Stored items
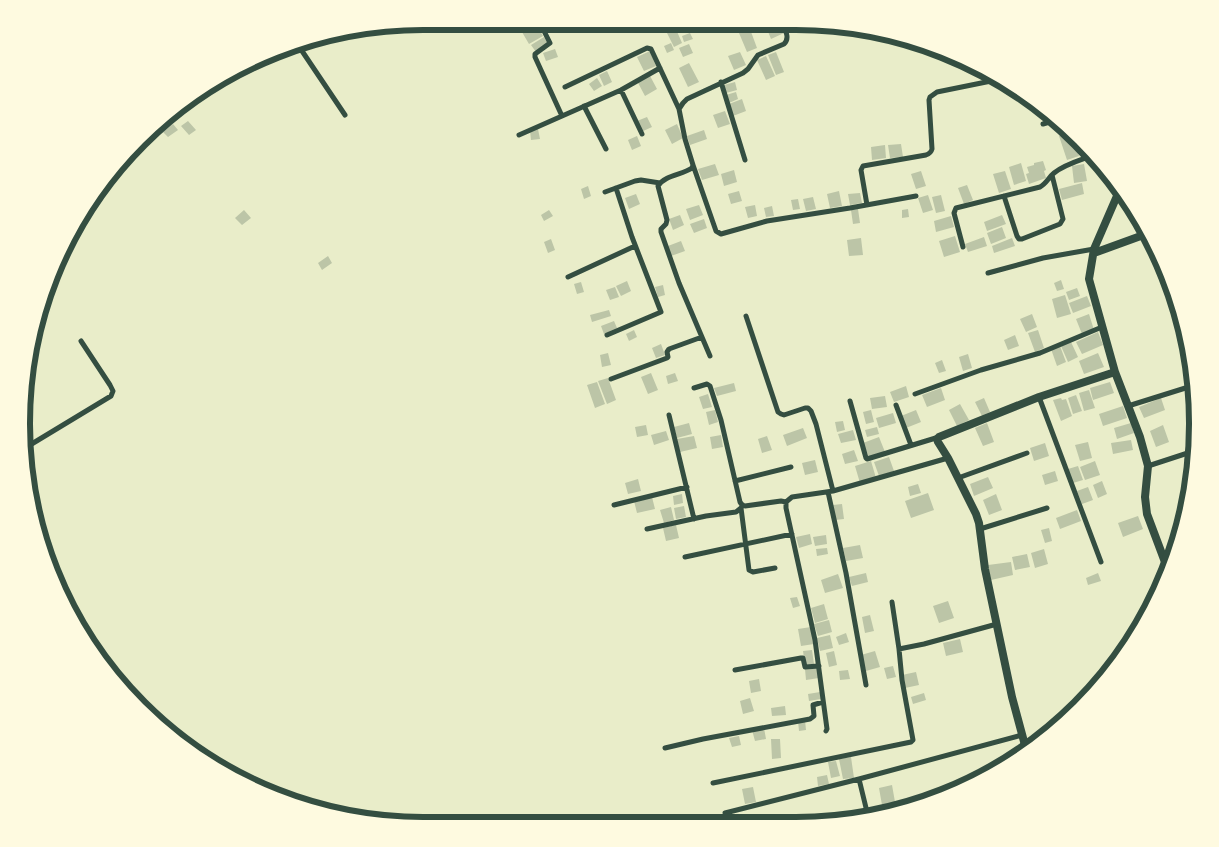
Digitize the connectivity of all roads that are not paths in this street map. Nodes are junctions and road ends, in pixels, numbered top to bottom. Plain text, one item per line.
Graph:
1 (544, 30) edge
2 (785, 30) edge
3 (301, 50) edge
4 (660, 68) junction
5 (989, 81) edge
6 (722, 82) junction
7 (565, 87) dead end
8 (621, 90) junction
9 (584, 106) junction
10 (679, 109) junction
11 (344, 115) dead end
12 (562, 116) junction
13 (1048, 122) edge
14 (1043, 124) dead end
15 (642, 134) dead end
16 (519, 135) dead end
17 (606, 150) dead end
18 (1086, 158) edge
19 (745, 160) dead end
20 (693, 165) junction
21 (1052, 175) junction
22 (660, 183) junction
23 (616, 188) junction
24 (605, 192) dead end
25 (916, 196) dead end
26 (1004, 196) junction
27 (1117, 196) edge
28 (867, 205) junction
29 (1141, 236) edge
30 (635, 246) junction
31 (963, 247) dead end
32 (1094, 251) junction
33 (988, 273) dead end
34 (568, 277) dead end
35 (746, 316) dead end
36 (1102, 327) junction
37 (608, 335) dead end
38 (702, 337) junction
39 (82, 341) dead end
40 (710, 356) dead end
41 (1115, 372) junction
42 (611, 379) dead end
43 (1187, 387) edge
44 (694, 388) dead end
45 (915, 394) dead end
46 (1039, 397) junction
47 (850, 401) dead end
48 (896, 405) dead end
49 (1128, 406) junction
50 (669, 415) dead end
51 (939, 437) junction
52 (31, 444) edge
53 (911, 445) junction
54 (1027, 452) dead end
55 (1188, 453) edge
56 (948, 458) junction
57 (1148, 466) junction
58 (791, 467) dead end
59 (958, 478) junction
60 (735, 481) junction
61 (687, 487) junction
62 (830, 491) junction
63 (786, 502) junction
64 (614, 505) dead end
65 (742, 507) junction
66 (1047, 508) dead end
67 (694, 518) junction
68 (647, 529) dead end
69 (980, 530) junction
70 (792, 534) junction
71 (746, 544) junction
72 (685, 557) dead end
73 (1164, 560) edge
74 (1101, 562) dead end
75 (775, 568) dead end
76 (892, 602) dead end
77 (997, 624) junction
78 (899, 649) junction
79 (819, 666) junction
80 (735, 670) dead end
81 (866, 685) dead end
82 (824, 702) junction
83 (826, 731) dead end
84 (1022, 735) junction
85 (1024, 744) edge
86 (665, 748) dead end
87 (859, 780) junction
88 (713, 783) dead end
89 (867, 810) edge
90 (725, 813) dead end

1 - 12 street
2 - 6 street
3 - 11 street
4 - 7 street
4 - 8 street
4 - 10 street
5 - 28 street
6 - 10 street
6 - 19 street
8 - 9 street
8 - 15 street
9 - 12 street
9 - 17 street
10 - 20 street
12 - 16 street
13 - 14 street
18 - 21 street
20 - 22 street
20 - 28 street
21 - 26 street
21 - 26 street
22 - 23 street
22 - 38 street
23 - 24 street
23 - 30 street
25 - 28 street
26 - 31 street
27 - 32 street
29 - 32 street
30 - 34 street
30 - 37 street
32 - 33 street
32 - 36 street
35 - 62 street
36 - 41 street
36 - 45 street
38 - 40 street
38 - 42 street
39 - 52 street
41 - 46 street
41 - 49 street
43 - 49 street
44 - 60 street
46 - 51 street
46 - 74 street
47 - 53 street
48 - 53 street
49 - 57 street
50 - 61 street
51 - 53 street
51 - 56 street
54 - 59 street
55 - 57 street
56 - 59 street
56 - 62 street
57 - 73 street
58 - 60 street
59 - 69 street
60 - 65 street
61 - 64 street
61 - 67 street
62 - 63 street
62 - 81 street
63 - 65 street
63 - 70 street
65 - 67 street
65 - 71 street
66 - 69 street
67 - 68 street
69 - 77 street
70 - 71 street
70 - 79 street
71 - 72 street
71 - 75 street
76 - 78 street
77 - 78 street
77 - 84 street
78 - 88 street
79 - 80 street
79 - 82 street
82 - 83 street
82 - 86 street
84 - 85 street
84 - 87 street
87 - 89 street
87 - 90 street

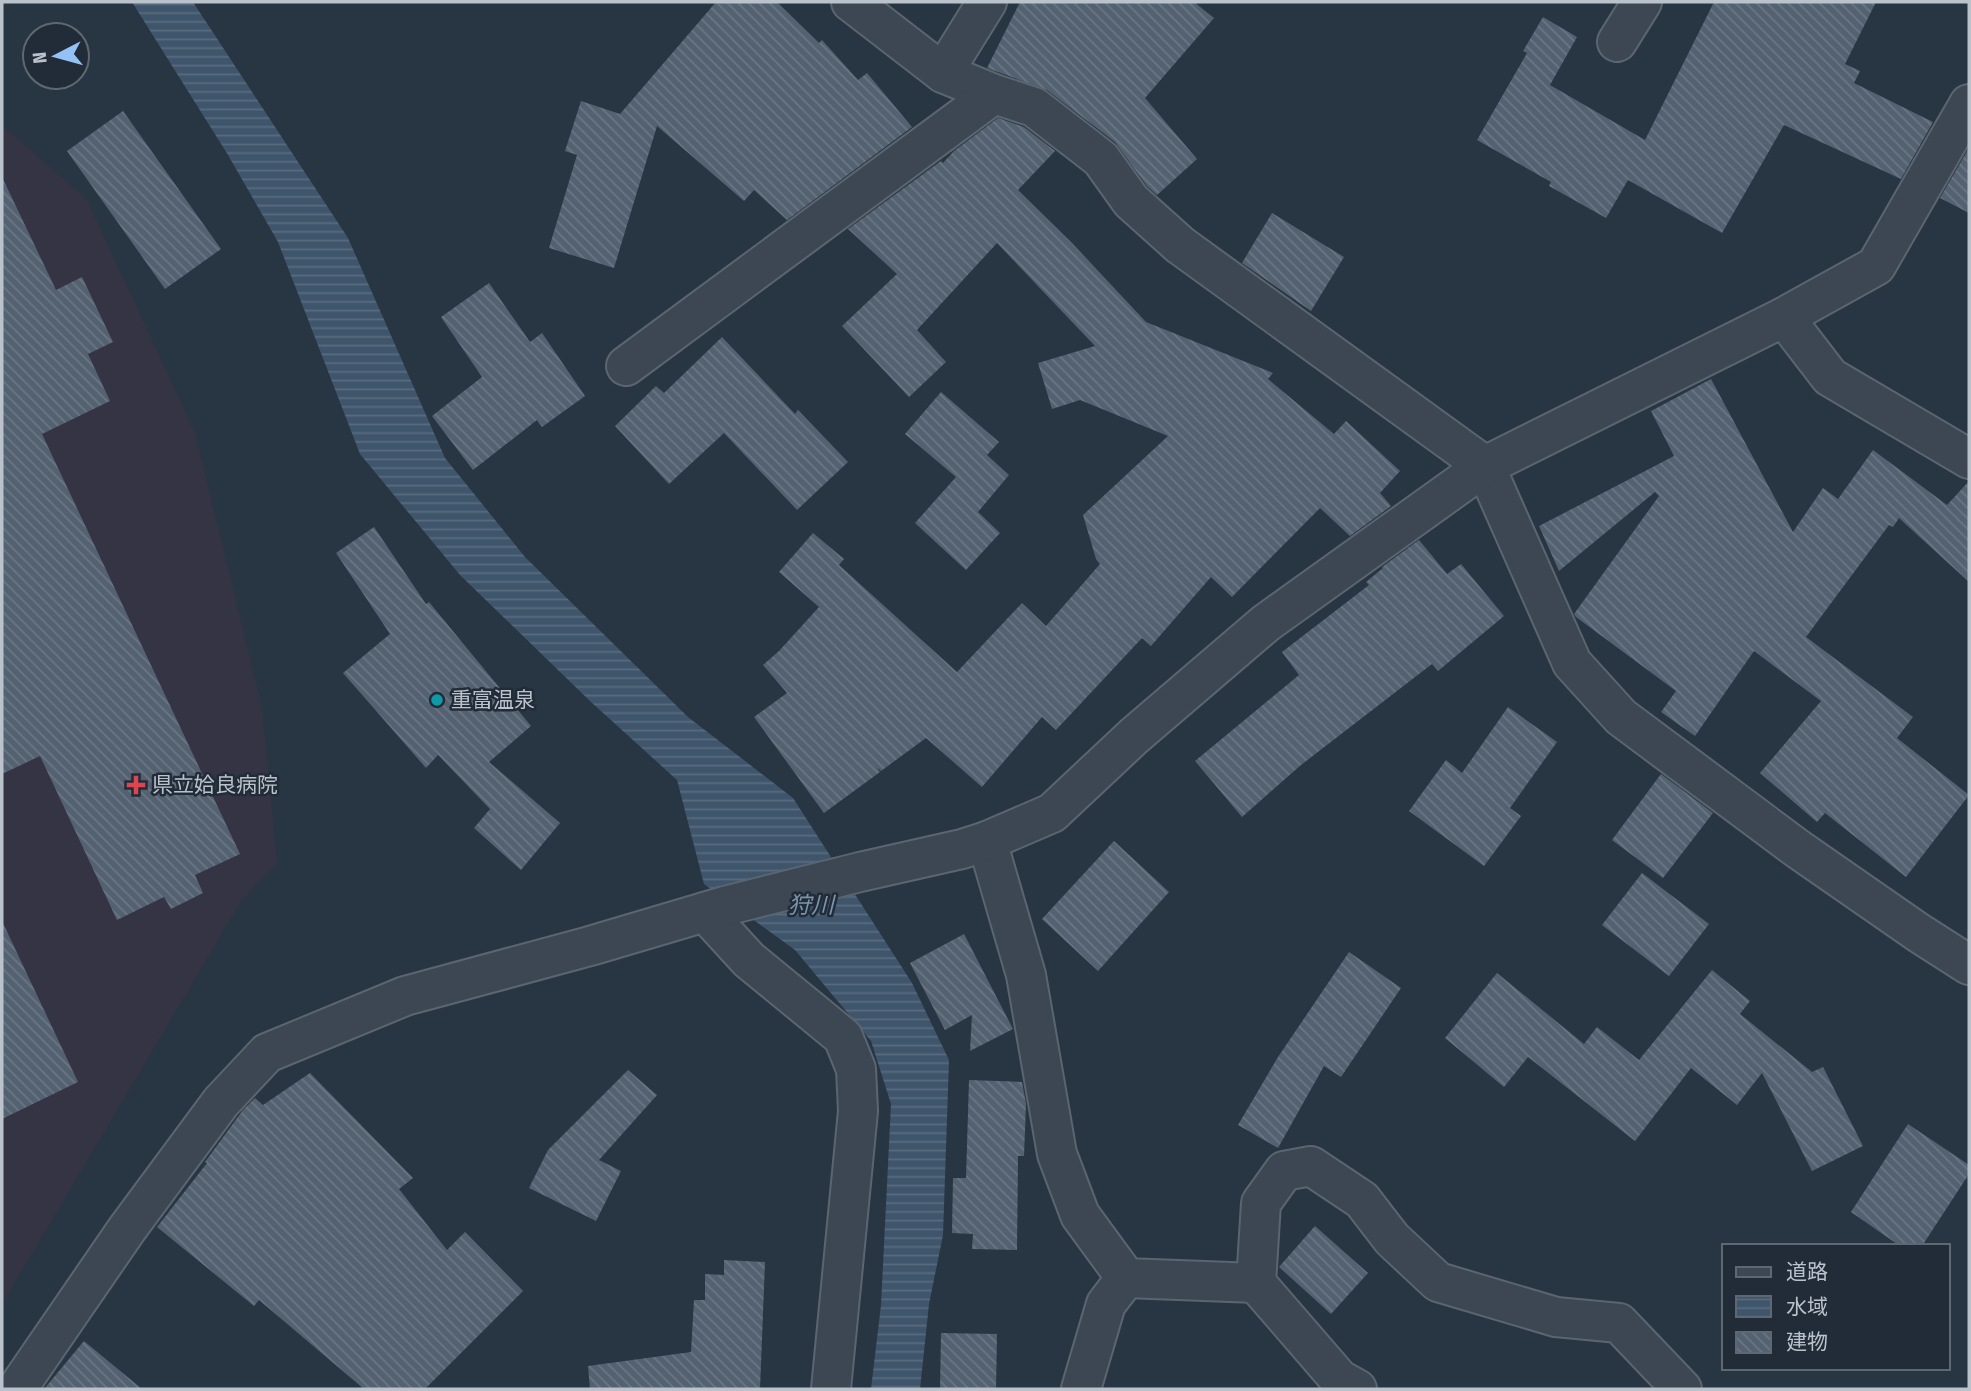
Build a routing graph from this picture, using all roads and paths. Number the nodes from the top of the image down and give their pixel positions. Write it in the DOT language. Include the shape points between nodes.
graph roads {
  1 [pos="851,2"];
  2 [pos="987,2"];
  3 [pos="1642,2"];
  4 [pos="1617,41"];
  5 [pos="943,73"];
  6 [pos="994,94"];
  7 [pos="1969,104"];
  8 [pos="1784,317"];
  9 [pos="626,366"];
  10 [pos="1969,459"];
  11 [pos="1485,466"];
  12 [pos="987,841"];
  13 [pos="715,909"];
  14 [pos="1969,965"];
  15 [pos="1125,1278"];
  16 [pos="1256,1283"];
  17 [pos="18,1389"];
  18 [pos="831,1389"];
  19 [pos="1081,1389"];
  20 [pos="1357,1389"];
  21 [pos="1682,1389"];
  1 -- 5 [label="street"];
  2 -- 5 [label="street"];
  3 -- 4 [label="street"];
  5 -- 6 [label="street"];
  6 -- 9 [label="street"];
  6 -- 11 [label="street" via="1034,107 1101,159 1131,201 1180,245"];
  7 -- 8 [label="street" via="1876,265"];
  8 -- 10 [label="street" via="1830,377"];
  8 -- 11 [label="street"];
  11 -- 12 [label="street" via="1266,622 1052,813"];
  11 -- 14 [label="street" via="1572,663 1621,717 1798,849"];
  12 -- 13 [label="street"];
  12 -- 15 [label="street" via="1026,975 1058,1154 1080,1215"];
  13 -- 17 [label="street" via="405,996 267,1053 221,1102 127,1228"];
  13 -- 18 [label="street" via="749,960 843,1037 856,1069 858,1111"];
  15 -- 16 [label="street"];
  15 -- 19 [label="street" via="1106,1304"];
  16 -- 20 [label="street" via="1339,1379"];
  16 -- 21 [label="street" via="1261,1203 1284,1171 1311,1166 1362,1200 1392,1239 1438,1282 1556,1317 1619,1323"];
}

- _What is expected_: Among the lines of the data, identify those with the word "roads". Copy each of them.

- _Solution for this problem_:
Digitize the connectivity of all roads that are not paths in this street map. Nodes are junctions and road ends, in pixels, numbered top to bottom. Plain text, one item per line.
Build a routing graph from this picture, using all roads and paths. Number the nodes from the top of the image down and give their pixel positions. Write it in the DOT language. Include the shape points between nodes.
graph roads {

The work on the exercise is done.